• **EXERCISE**
Copy each line below word for word and drop every image.

##### TASK INPUT

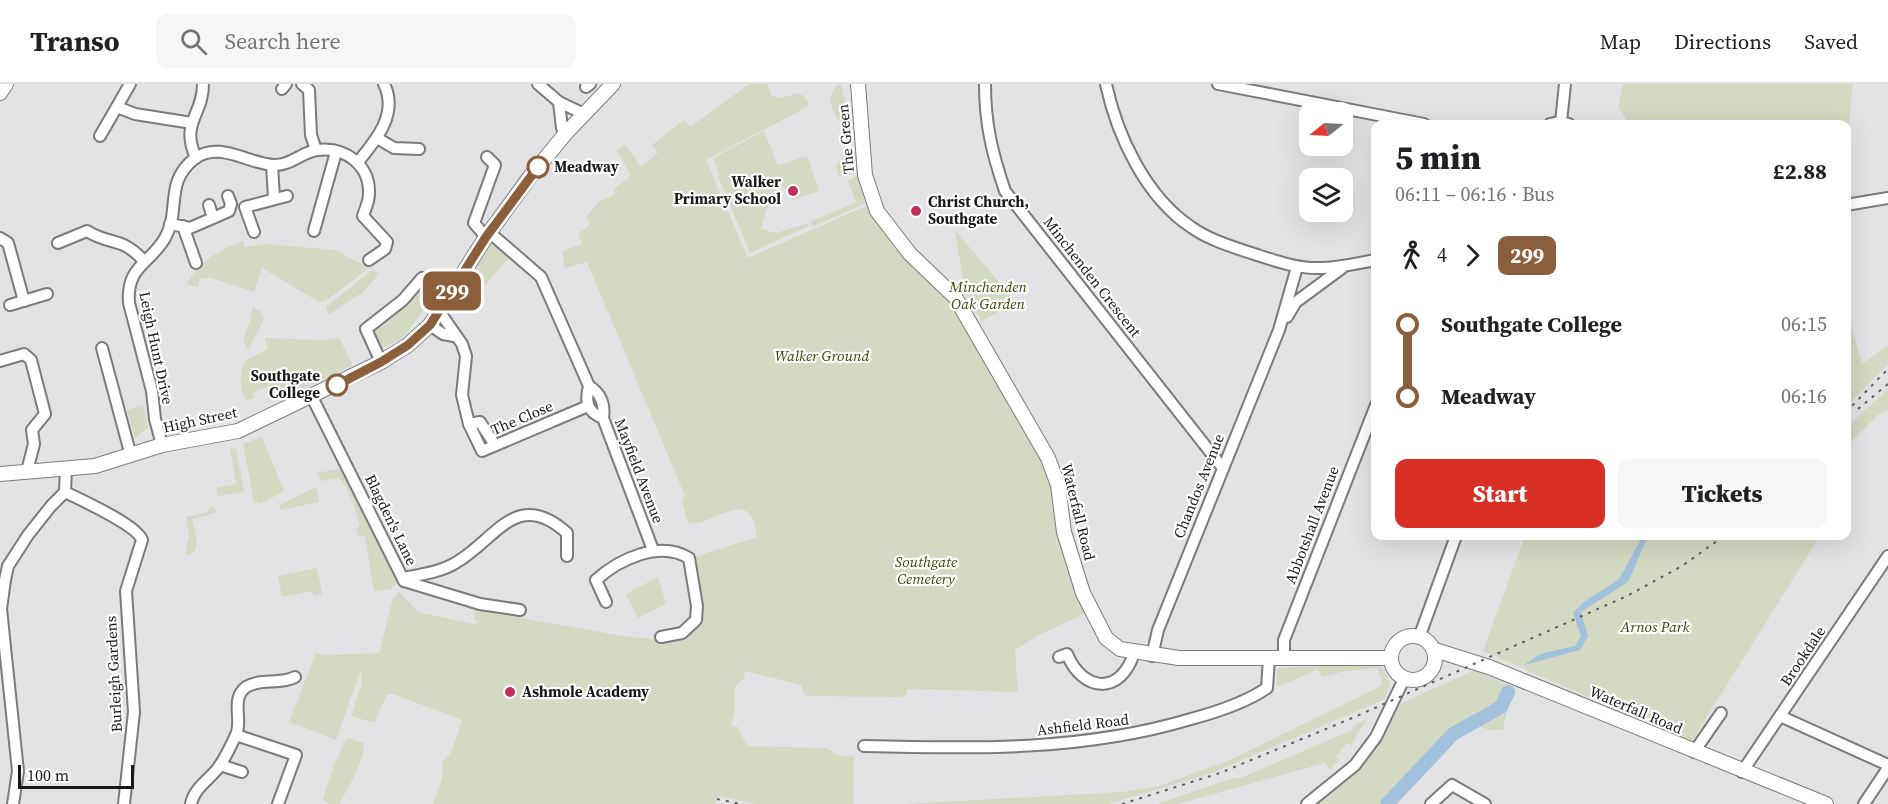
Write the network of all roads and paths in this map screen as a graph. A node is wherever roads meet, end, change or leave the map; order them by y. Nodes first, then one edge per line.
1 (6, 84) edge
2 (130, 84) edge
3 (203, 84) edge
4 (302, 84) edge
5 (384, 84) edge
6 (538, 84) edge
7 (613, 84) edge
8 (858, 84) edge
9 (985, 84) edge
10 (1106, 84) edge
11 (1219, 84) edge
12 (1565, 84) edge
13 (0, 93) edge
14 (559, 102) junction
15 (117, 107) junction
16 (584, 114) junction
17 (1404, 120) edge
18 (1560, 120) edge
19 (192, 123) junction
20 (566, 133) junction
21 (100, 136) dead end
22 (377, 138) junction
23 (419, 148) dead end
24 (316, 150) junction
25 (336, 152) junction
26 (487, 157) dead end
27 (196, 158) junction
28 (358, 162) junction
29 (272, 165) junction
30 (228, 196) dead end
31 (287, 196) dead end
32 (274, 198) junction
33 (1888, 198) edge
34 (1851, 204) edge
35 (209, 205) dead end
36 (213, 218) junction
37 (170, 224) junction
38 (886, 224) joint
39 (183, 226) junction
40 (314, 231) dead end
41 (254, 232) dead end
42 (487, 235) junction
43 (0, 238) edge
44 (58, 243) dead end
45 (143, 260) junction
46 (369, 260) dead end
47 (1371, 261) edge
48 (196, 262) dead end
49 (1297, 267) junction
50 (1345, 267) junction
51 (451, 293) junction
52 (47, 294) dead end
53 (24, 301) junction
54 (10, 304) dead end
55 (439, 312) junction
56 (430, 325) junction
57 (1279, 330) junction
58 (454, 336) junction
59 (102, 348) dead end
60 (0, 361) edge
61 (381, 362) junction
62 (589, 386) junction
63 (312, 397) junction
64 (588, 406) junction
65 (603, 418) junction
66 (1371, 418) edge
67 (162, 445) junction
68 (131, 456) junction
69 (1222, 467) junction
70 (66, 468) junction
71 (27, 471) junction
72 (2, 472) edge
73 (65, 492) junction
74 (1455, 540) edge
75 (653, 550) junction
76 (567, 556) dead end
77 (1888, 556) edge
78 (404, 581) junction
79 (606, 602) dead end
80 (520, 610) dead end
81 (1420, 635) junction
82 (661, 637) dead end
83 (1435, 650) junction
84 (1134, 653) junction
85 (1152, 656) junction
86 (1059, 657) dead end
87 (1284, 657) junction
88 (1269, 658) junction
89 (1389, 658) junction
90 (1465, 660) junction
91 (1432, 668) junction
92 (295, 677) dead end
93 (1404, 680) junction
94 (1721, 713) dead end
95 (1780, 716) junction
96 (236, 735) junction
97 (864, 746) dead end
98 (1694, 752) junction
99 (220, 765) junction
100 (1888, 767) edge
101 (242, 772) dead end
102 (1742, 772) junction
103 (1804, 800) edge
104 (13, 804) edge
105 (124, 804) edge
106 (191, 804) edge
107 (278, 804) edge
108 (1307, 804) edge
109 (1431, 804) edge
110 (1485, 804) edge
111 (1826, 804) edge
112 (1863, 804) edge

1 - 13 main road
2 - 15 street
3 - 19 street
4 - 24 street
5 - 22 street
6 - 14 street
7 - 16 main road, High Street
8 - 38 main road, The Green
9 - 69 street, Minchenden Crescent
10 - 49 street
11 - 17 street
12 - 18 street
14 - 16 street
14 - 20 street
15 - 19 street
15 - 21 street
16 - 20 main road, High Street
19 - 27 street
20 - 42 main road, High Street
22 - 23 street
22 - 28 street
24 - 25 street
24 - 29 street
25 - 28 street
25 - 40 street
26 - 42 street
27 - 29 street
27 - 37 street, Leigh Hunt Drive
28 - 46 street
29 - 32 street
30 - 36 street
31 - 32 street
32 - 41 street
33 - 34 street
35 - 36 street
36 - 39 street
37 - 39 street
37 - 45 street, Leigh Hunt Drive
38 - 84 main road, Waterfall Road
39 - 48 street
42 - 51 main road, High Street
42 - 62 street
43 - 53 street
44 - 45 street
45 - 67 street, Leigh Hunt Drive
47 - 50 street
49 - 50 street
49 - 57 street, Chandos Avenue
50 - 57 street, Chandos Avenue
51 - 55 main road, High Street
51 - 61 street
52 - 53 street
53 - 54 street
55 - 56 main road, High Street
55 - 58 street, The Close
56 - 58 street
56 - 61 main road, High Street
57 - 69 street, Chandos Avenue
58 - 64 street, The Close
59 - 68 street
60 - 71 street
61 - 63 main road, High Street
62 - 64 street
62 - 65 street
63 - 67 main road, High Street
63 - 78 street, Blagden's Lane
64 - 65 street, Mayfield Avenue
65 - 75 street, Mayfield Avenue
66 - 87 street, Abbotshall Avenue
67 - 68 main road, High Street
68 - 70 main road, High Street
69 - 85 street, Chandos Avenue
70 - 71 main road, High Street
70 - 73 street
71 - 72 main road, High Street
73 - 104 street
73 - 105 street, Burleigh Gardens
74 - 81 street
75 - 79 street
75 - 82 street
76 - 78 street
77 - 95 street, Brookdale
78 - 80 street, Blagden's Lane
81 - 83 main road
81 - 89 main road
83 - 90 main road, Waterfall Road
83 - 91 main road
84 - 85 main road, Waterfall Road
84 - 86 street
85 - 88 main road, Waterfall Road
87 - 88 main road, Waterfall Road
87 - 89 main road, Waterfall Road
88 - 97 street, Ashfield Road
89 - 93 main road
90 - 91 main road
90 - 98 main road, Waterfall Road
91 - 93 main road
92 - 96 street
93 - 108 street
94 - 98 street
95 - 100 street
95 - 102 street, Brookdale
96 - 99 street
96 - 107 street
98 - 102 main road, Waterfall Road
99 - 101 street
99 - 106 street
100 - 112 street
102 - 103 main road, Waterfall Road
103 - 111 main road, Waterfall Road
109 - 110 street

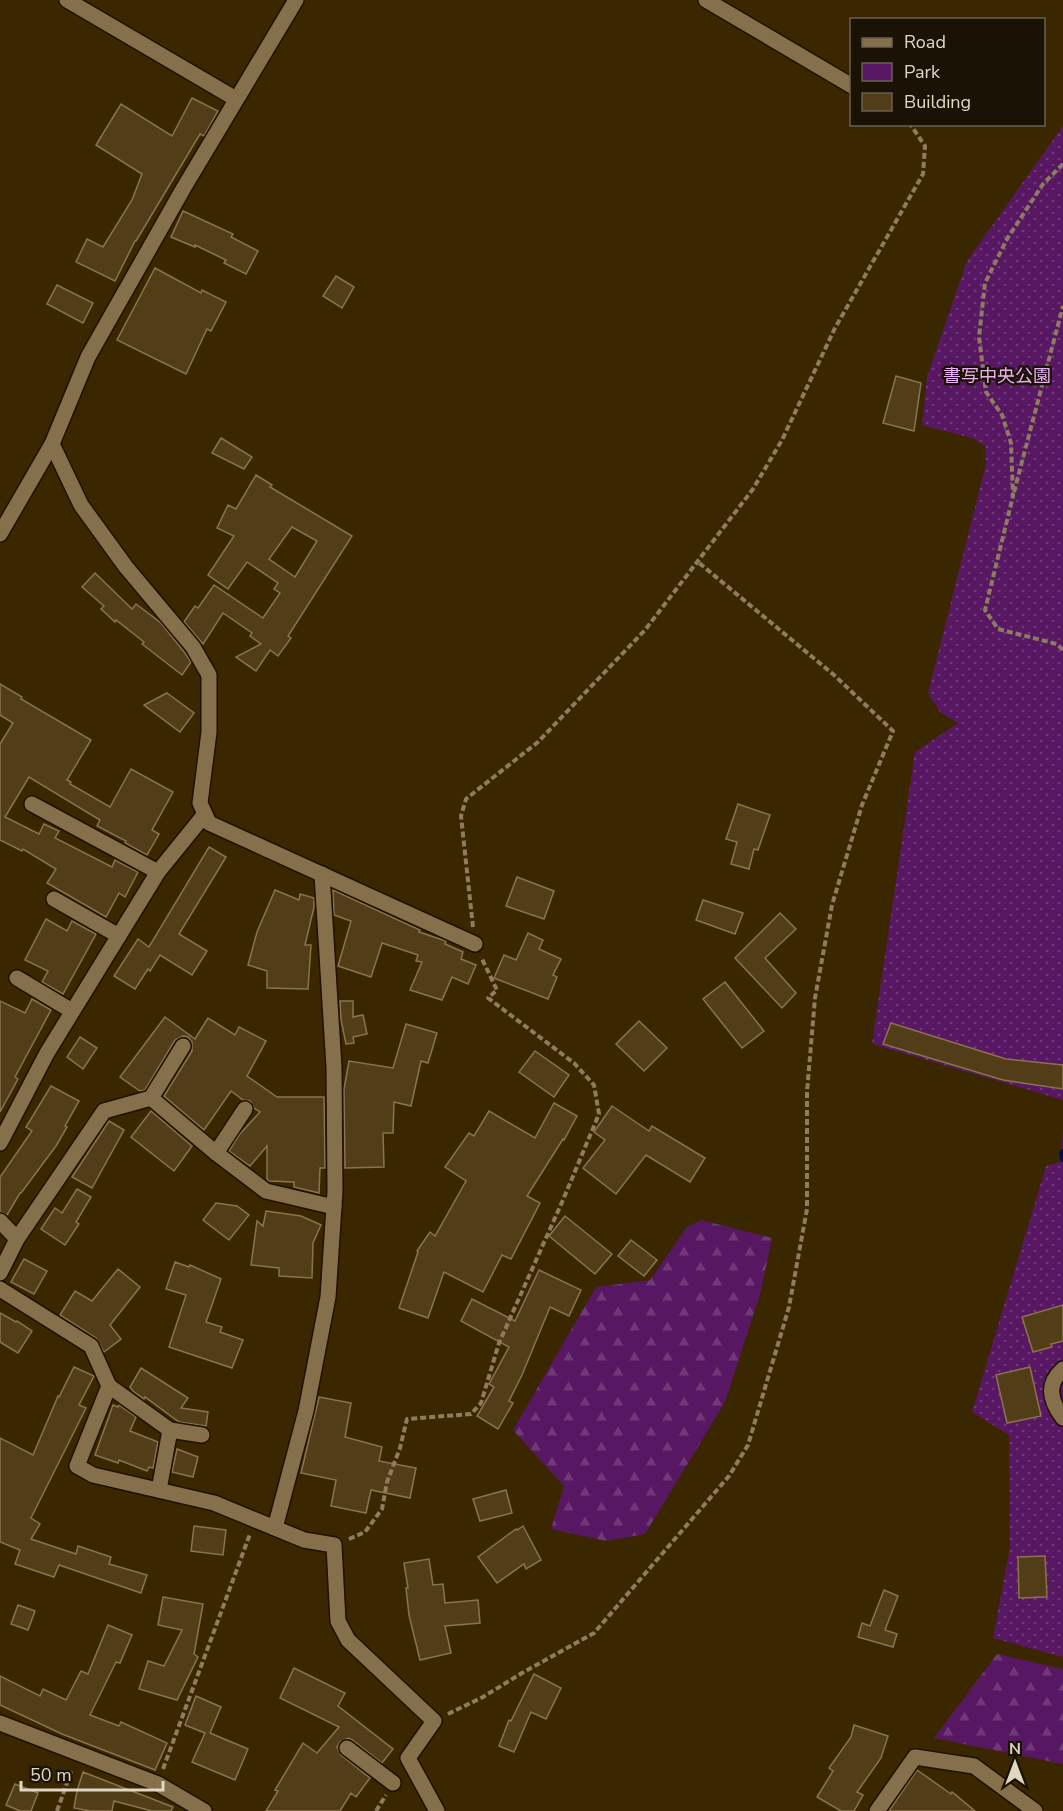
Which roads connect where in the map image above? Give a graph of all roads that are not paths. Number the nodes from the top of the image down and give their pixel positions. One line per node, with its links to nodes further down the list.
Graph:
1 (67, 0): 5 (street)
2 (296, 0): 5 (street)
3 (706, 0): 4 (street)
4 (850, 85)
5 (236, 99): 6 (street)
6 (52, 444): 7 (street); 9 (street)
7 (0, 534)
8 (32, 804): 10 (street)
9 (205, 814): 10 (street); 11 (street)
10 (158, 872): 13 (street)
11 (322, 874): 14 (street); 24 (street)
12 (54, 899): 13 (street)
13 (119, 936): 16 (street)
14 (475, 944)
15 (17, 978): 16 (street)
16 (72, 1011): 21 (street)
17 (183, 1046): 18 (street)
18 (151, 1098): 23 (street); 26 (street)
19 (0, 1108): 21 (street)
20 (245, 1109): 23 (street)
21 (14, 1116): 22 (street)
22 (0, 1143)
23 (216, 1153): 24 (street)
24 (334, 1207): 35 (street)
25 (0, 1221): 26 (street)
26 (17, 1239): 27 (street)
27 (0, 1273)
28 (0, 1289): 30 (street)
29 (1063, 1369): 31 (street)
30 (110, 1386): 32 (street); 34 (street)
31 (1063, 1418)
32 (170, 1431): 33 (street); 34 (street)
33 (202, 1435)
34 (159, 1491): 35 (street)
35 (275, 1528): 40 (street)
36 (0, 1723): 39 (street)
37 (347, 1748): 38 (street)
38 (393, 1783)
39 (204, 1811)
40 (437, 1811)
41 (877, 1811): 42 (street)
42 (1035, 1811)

##########

• **SOLUTION FOR THIS PROBLEM**
Write the network of all roads and paths in this map screen as a graph. A node is wherever roads meet, end, change or leave the map; order them by y. Nodes first, then one edge per line.
1 (6, 84) edge
2 (130, 84) edge
3 (203, 84) edge
4 (302, 84) edge
5 (384, 84) edge
6 (538, 84) edge
7 (613, 84) edge
8 (858, 84) edge
9 (985, 84) edge
10 (1106, 84) edge
11 (1219, 84) edge
12 (1565, 84) edge
13 (0, 93) edge
14 (559, 102) junction
15 (117, 107) junction
16 (584, 114) junction
17 (1404, 120) edge
18 (1560, 120) edge
19 (192, 123) junction
20 (566, 133) junction
21 (100, 136) dead end
22 (377, 138) junction
23 (419, 148) dead end
24 (316, 150) junction
25 (336, 152) junction
26 (487, 157) dead end
27 (196, 158) junction
28 (358, 162) junction
29 (272, 165) junction
30 (228, 196) dead end
31 (287, 196) dead end
32 (274, 198) junction
33 (1888, 198) edge
34 (1851, 204) edge
35 (209, 205) dead end
36 (213, 218) junction
37 (170, 224) junction
38 (886, 224) joint
39 (183, 226) junction
40 (314, 231) dead end
41 (254, 232) dead end
42 (487, 235) junction
43 (0, 238) edge
44 (58, 243) dead end
45 (143, 260) junction
46 (369, 260) dead end
47 (1371, 261) edge
48 (196, 262) dead end
49 (1297, 267) junction
50 (1345, 267) junction
51 (451, 293) junction
52 (47, 294) dead end
53 (24, 301) junction
54 (10, 304) dead end
55 (439, 312) junction
56 (430, 325) junction
57 (1279, 330) junction
58 (454, 336) junction
59 (102, 348) dead end
60 (0, 361) edge
61 (381, 362) junction
62 (589, 386) junction
63 (312, 397) junction
64 (588, 406) junction
65 (603, 418) junction
66 (1371, 418) edge
67 (162, 445) junction
68 (131, 456) junction
69 (1222, 467) junction
70 (66, 468) junction
71 (27, 471) junction
72 (2, 472) edge
73 (65, 492) junction
74 (1455, 540) edge
75 (653, 550) junction
76 (567, 556) dead end
77 (1888, 556) edge
78 (404, 581) junction
79 (606, 602) dead end
80 (520, 610) dead end
81 (1420, 635) junction
82 (661, 637) dead end
83 (1435, 650) junction
84 (1134, 653) junction
85 (1152, 656) junction
86 (1059, 657) dead end
87 (1284, 657) junction
88 (1269, 658) junction
89 (1389, 658) junction
90 (1465, 660) junction
91 (1432, 668) junction
92 (295, 677) dead end
93 (1404, 680) junction
94 (1721, 713) dead end
95 (1780, 716) junction
96 (236, 735) junction
97 (864, 746) dead end
98 (1694, 752) junction
99 (220, 765) junction
100 (1888, 767) edge
101 (242, 772) dead end
102 (1742, 772) junction
103 (1804, 800) edge
104 (13, 804) edge
105 (124, 804) edge
106 (191, 804) edge
107 (278, 804) edge
108 (1307, 804) edge
109 (1431, 804) edge
110 (1485, 804) edge
111 (1826, 804) edge
112 (1863, 804) edge

1 - 13 main road
2 - 15 street
3 - 19 street
4 - 24 street
5 - 22 street
6 - 14 street
7 - 16 main road, High Street
8 - 38 main road, The Green
9 - 69 street, Minchenden Crescent
10 - 49 street
11 - 17 street
12 - 18 street
14 - 16 street
14 - 20 street
15 - 19 street
15 - 21 street
16 - 20 main road, High Street
19 - 27 street
20 - 42 main road, High Street
22 - 23 street
22 - 28 street
24 - 25 street
24 - 29 street
25 - 28 street
25 - 40 street
26 - 42 street
27 - 29 street
27 - 37 street, Leigh Hunt Drive
28 - 46 street
29 - 32 street
30 - 36 street
31 - 32 street
32 - 41 street
33 - 34 street
35 - 36 street
36 - 39 street
37 - 39 street
37 - 45 street, Leigh Hunt Drive
38 - 84 main road, Waterfall Road
39 - 48 street
42 - 51 main road, High Street
42 - 62 street
43 - 53 street
44 - 45 street
45 - 67 street, Leigh Hunt Drive
47 - 50 street
49 - 50 street
49 - 57 street, Chandos Avenue
50 - 57 street, Chandos Avenue
51 - 55 main road, High Street
51 - 61 street
52 - 53 street
53 - 54 street
55 - 56 main road, High Street
55 - 58 street, The Close
56 - 58 street
56 - 61 main road, High Street
57 - 69 street, Chandos Avenue
58 - 64 street, The Close
59 - 68 street
60 - 71 street
61 - 63 main road, High Street
62 - 64 street
62 - 65 street
63 - 67 main road, High Street
63 - 78 street, Blagden's Lane
64 - 65 street, Mayfield Avenue
65 - 75 street, Mayfield Avenue
66 - 87 street, Abbotshall Avenue
67 - 68 main road, High Street
68 - 70 main road, High Street
69 - 85 street, Chandos Avenue
70 - 71 main road, High Street
70 - 73 street
71 - 72 main road, High Street
73 - 104 street
73 - 105 street, Burleigh Gardens
74 - 81 street
75 - 79 street
75 - 82 street
76 - 78 street
77 - 95 street, Brookdale
78 - 80 street, Blagden's Lane
81 - 83 main road
81 - 89 main road
83 - 90 main road, Waterfall Road
83 - 91 main road
84 - 85 main road, Waterfall Road
84 - 86 street
85 - 88 main road, Waterfall Road
87 - 88 main road, Waterfall Road
87 - 89 main road, Waterfall Road
88 - 97 street, Ashfield Road
89 - 93 main road
90 - 91 main road
90 - 98 main road, Waterfall Road
91 - 93 main road
92 - 96 street
93 - 108 street
94 - 98 street
95 - 100 street
95 - 102 street, Brookdale
96 - 99 street
96 - 107 street
98 - 102 main road, Waterfall Road
99 - 101 street
99 - 106 street
100 - 112 street
102 - 103 main road, Waterfall Road
103 - 111 main road, Waterfall Road
109 - 110 street

Which roads connect where in the map image above? Give a graph of all roads that are not paths. Number the nodes from the top of the image down and give their pixel positions. One line per node, with its links to nodes further down the list.
Graph:
1 (67, 0): 5 (street)
2 (296, 0): 5 (street)
3 (706, 0): 4 (street)
4 (850, 85)
5 (236, 99): 6 (street)
6 (52, 444): 7 (street); 9 (street)
7 (0, 534)
8 (32, 804): 10 (street)
9 (205, 814): 10 (street); 11 (street)
10 (158, 872): 13 (street)
11 (322, 874): 14 (street); 24 (street)
12 (54, 899): 13 (street)
13 (119, 936): 16 (street)
14 (475, 944)
15 (17, 978): 16 (street)
16 (72, 1011): 21 (street)
17 (183, 1046): 18 (street)
18 (151, 1098): 23 (street); 26 (street)
19 (0, 1108): 21 (street)
20 (245, 1109): 23 (street)
21 (14, 1116): 22 (street)
22 (0, 1143)
23 (216, 1153): 24 (street)
24 (334, 1207): 35 (street)
25 (0, 1221): 26 (street)
26 (17, 1239): 27 (street)
27 (0, 1273)
28 (0, 1289): 30 (street)
29 (1063, 1369): 31 (street)
30 (110, 1386): 32 (street); 34 (street)
31 (1063, 1418)
32 (170, 1431): 33 (street); 34 (street)
33 (202, 1435)
34 (159, 1491): 35 (street)
35 (275, 1528): 40 (street)
36 (0, 1723): 39 (street)
37 (347, 1748): 38 (street)
38 (393, 1783)
39 (204, 1811)
40 (437, 1811)
41 (877, 1811): 42 (street)
42 (1035, 1811)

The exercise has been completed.